Le dévoisement en bordure de mot par contamination est exactement l'inverse de ce qui se passe dans le français banque de données. Ce groupe de mots n'est en effet pas prononcé [bɑ̃kdədone] ni [bɑ̃k tədone], mais [bɑ̃gdədone]. L'environnement pour le sandhi est créé par le contact en bordure de mots de la consonne K (nonvoisée) et de la consonne D (voisée). En français, c'est la consonne voisée D qui contamine la non-voisée K vers la gauche.
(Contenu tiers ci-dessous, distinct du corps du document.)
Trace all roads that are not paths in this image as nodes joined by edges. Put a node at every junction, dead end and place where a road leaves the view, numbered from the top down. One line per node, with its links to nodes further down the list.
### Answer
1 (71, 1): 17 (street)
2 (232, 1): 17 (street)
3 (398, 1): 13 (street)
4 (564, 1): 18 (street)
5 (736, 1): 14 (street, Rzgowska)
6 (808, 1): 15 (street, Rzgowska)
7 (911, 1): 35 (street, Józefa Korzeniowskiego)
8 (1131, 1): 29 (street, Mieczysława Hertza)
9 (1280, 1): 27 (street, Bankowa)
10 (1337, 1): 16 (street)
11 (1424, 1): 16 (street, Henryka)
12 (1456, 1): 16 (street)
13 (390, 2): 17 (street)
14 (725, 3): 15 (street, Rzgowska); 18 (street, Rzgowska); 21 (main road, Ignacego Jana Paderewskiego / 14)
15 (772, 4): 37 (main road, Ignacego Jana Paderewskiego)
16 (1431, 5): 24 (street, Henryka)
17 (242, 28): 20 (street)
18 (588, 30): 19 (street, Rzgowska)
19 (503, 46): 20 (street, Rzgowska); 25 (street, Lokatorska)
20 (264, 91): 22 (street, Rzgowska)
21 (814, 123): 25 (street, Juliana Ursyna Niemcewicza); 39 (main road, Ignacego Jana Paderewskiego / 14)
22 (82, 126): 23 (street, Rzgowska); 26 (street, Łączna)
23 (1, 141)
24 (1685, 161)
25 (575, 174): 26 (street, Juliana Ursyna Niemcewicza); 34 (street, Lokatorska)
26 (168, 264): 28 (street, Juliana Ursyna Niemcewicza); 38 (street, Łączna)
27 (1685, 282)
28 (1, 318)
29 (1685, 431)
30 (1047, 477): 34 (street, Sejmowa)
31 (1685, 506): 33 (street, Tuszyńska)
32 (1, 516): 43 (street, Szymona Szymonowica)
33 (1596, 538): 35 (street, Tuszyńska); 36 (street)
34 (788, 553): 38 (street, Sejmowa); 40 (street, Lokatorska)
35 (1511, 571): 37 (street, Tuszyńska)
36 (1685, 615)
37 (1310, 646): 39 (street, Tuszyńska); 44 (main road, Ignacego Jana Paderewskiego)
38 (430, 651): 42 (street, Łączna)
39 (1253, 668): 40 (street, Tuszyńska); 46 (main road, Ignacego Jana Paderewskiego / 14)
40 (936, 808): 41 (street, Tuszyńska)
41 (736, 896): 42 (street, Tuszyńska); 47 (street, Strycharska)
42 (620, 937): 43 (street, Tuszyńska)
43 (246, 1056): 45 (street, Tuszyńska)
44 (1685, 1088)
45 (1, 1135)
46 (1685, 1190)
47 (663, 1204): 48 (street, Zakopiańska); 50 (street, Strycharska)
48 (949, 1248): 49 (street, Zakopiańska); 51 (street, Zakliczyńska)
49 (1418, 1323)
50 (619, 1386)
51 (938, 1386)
Un sandhi à la bretonne comme décrit ci-dessus aurait vraisemblablement donné [bɑ̃ktədone]!

Terminologie

Jules Gros parle d'"euphonie".

 Gros (1970:35)
 EUPHONIE
 "Le trégorrois parlé exige qu'une consonne forte [dévoisée] soit suivie d'une consonne 
 forte et qu'une consonne douce [voisée] ou une voyelle soit suivie d'une consonne douce. 
 Il refuse de prononcer: evit-ze ou: an dra-se. 
 Il prononce toujours evit-se et an dra-ze.
 
 Ce principe agit sur les mutations. 
 Il s'oppose à la mutation adoucissante K, P ou T après un nom féminin terminé par une 
 consonne dure, c'est-à-dire en fait n'importe quelle consonne excepté l, m, n, r. 
 Ainsi le trégorrois parlé dit:
 
 eur plah koant
 ar verh-kaer
 ma mamm-gozh kêz
 eur votez koad
 eur gazeg tort, etc.
 
 Ce besoin d'euphonie fait aussi que les consonnes initiales douces [voisées] sont 
 renforcées, quel que soit le genre du nom, quand elles suivent une consonne dure [dévoisée].
 
 eur goz tor
 bep ploaz
 ped kwech
 eiz kwenneg
 ar pemp kouli
 an hent praz
 ma breh teou

Bibliographie

  • Gros, Jules 1970. TBP.I Le trésor du breton parlé I. Le langage figuré, chapitre II.

Bibliographie

  • Le Dû, J. 1986. 'A sandhi survey of the Breton language', H. Anderson (ed.), Sandhi Phenomena in the Languages of Europe, Mouton de Gruyter, Berlin.